OGRA to launch review of exchange rate adjustment
KARACHI: Oil and Gas Regulatory Authority (OGRA) has assured the oil sector it would review the exchange rate adjustment mechanism after the oil sector identified serious flaws in it.
OGRA held the meeting with the oil industry on Tuesday to discuss the mechanism of exchange rate adjustment. Representatives of the Oil Companies Advisory Council (OCAC), Oil Marketing Association of Pakistan (OMAP), CEOs and CFOs of Oil Marketing Companies (OMCs) attended the meeting.
Sources told The News that the industry pointed out, barring PSO (being the bench marked company), an existential threat, which was mainly driven by the lack of a coherent policy and lack of understanding and interest on part of the regulator to protect the interest of all the stakeholders.

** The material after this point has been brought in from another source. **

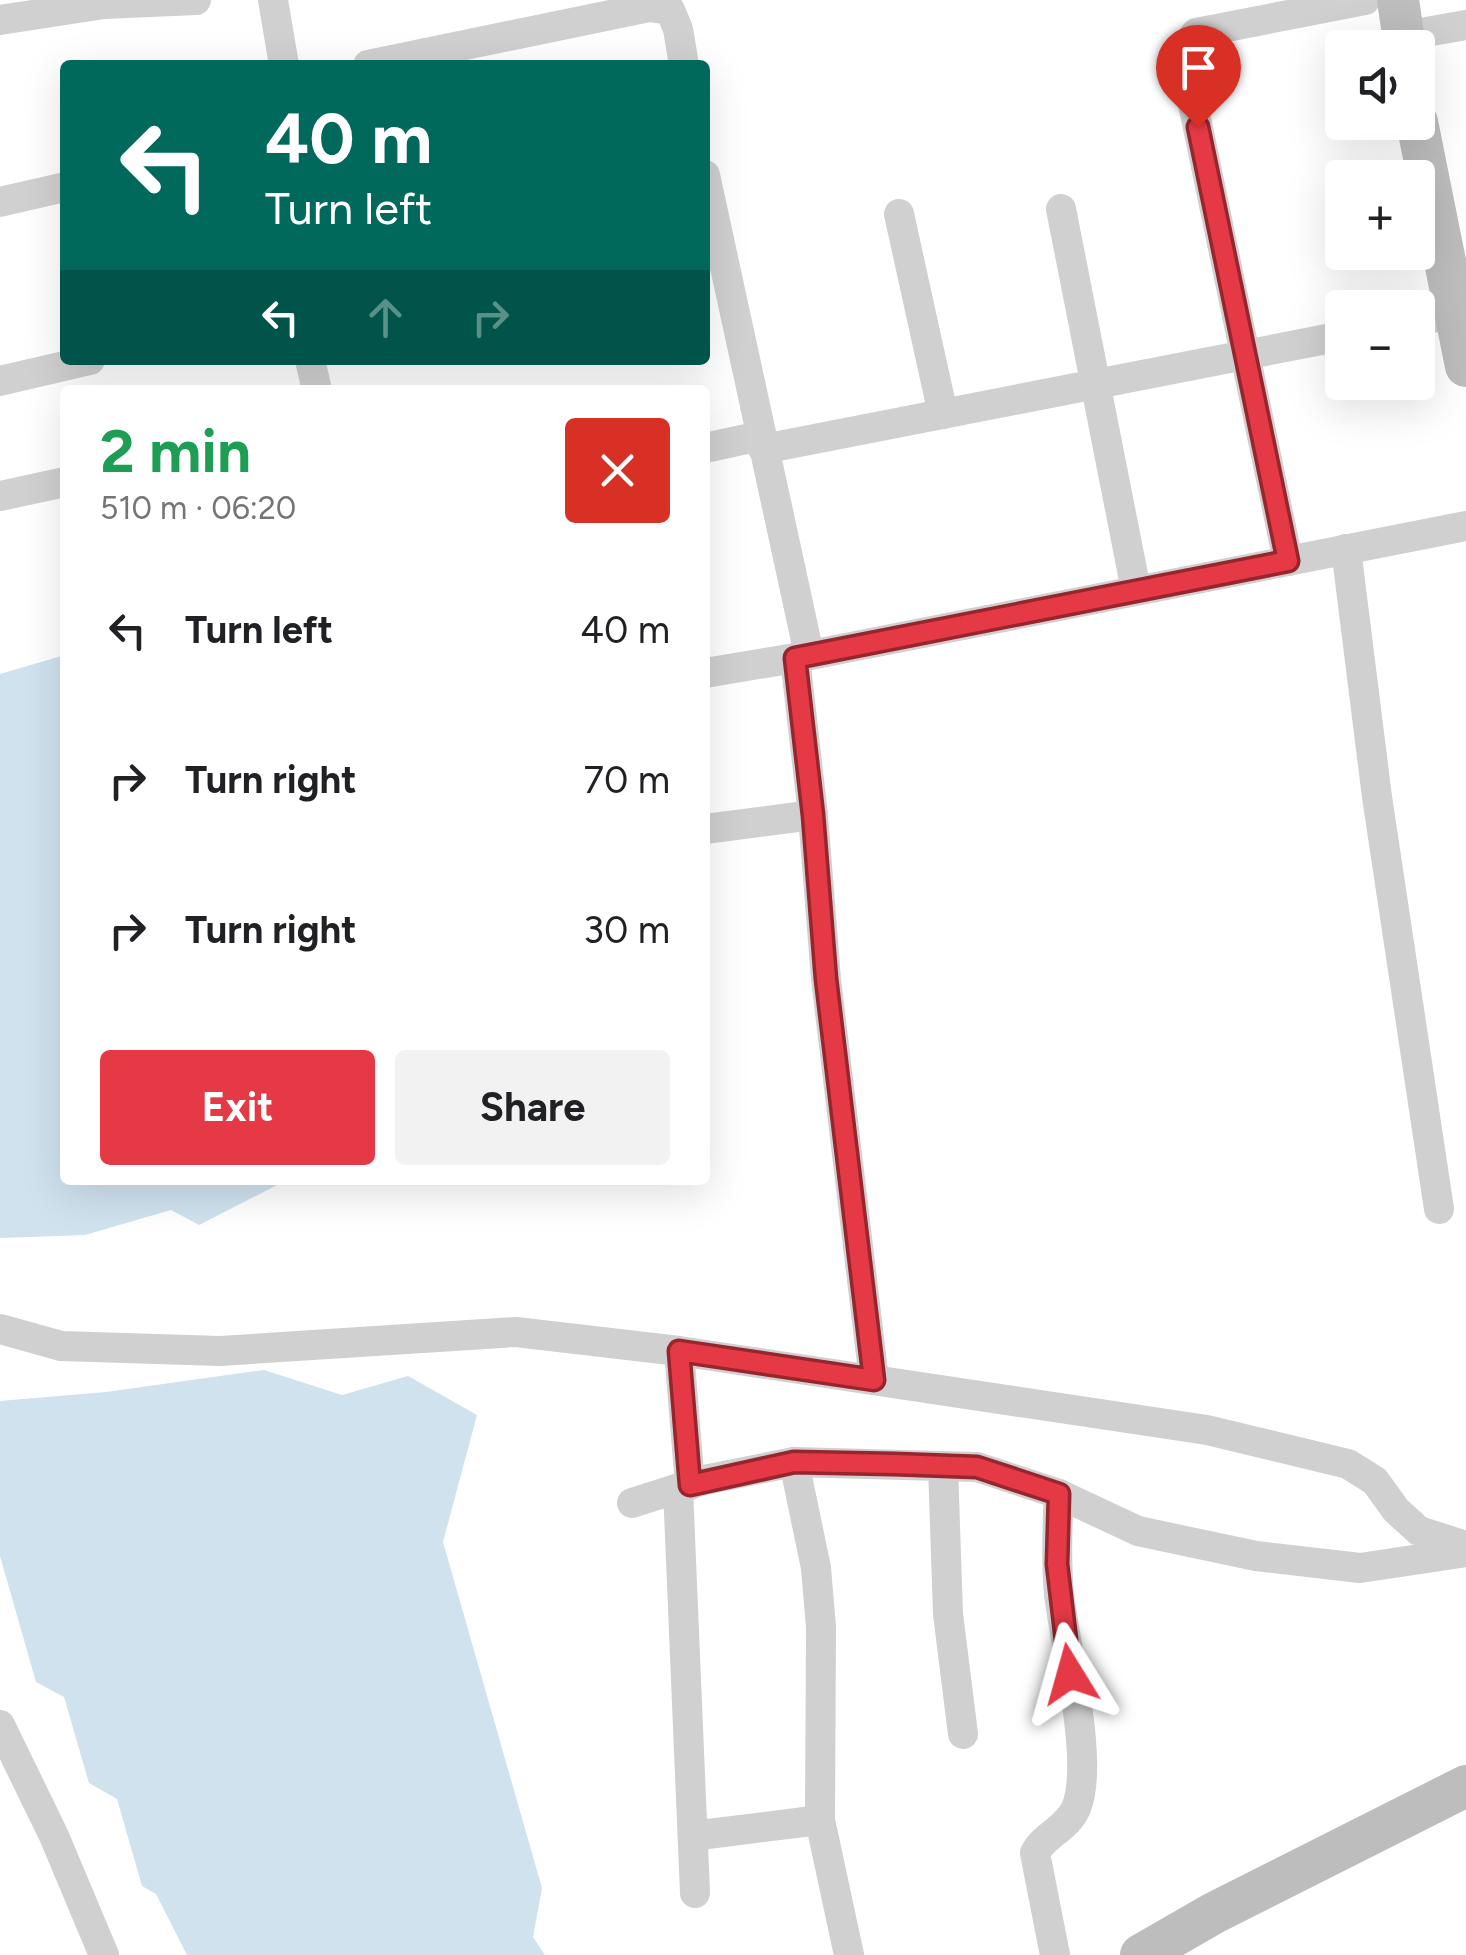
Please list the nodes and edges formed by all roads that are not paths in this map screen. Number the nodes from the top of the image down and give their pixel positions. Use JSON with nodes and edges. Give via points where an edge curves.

The representatives of the industry pointed out that in a regulated environment, it is the duty of the regulator to ensure that the respective industry gets a level playing field. They pointed out serious flaws in the current mechanism that envisioned a formula through which the actual forex losses could be recovered and disbursed. Instead, the industry pointed out serious leakages, whereby the existing formula was allowing forex recovery to companies that did not even import any cargos. Almost all top companies, including multinational players pointed out the serious flaws in the formula and demanded from the forum to fix the formula ensuring a level playing field for all the players at large.
One of the participants suggested to create a pool for exchange losses recovery and disbursement whereby the actual losses would be reimbursed to the industry. The proposed pool system would ensure an air tight system with zero leakage. They said the pool would ensure that nobody intentionally or unintentionally takes any undue advantage.
Representatives of the OMCs also registered a serious concern that besides clear cut instructions given by the Minister of State on Petroleum, the regulator failed to initiate OMCs margins review, negative IFEM, and stock holding cost. They said that the regulator had only focused on negating the demands of the industry on exchange losses.
OMAP representative pointed out that the refusal of the regulator on creating a level playing field was not just causing huge losses to the OMCs, but was an existential threat.
The regulator’s current role is also seriously closing the doors for new foreign direct investment in the sector, which is an added failure of the current political system and in conflict of what the ministry has been saying, they pointed out. These things were also impacting the confidence of investors, and the ability of the sector to maintain strategic reserves, the OMAP representative said.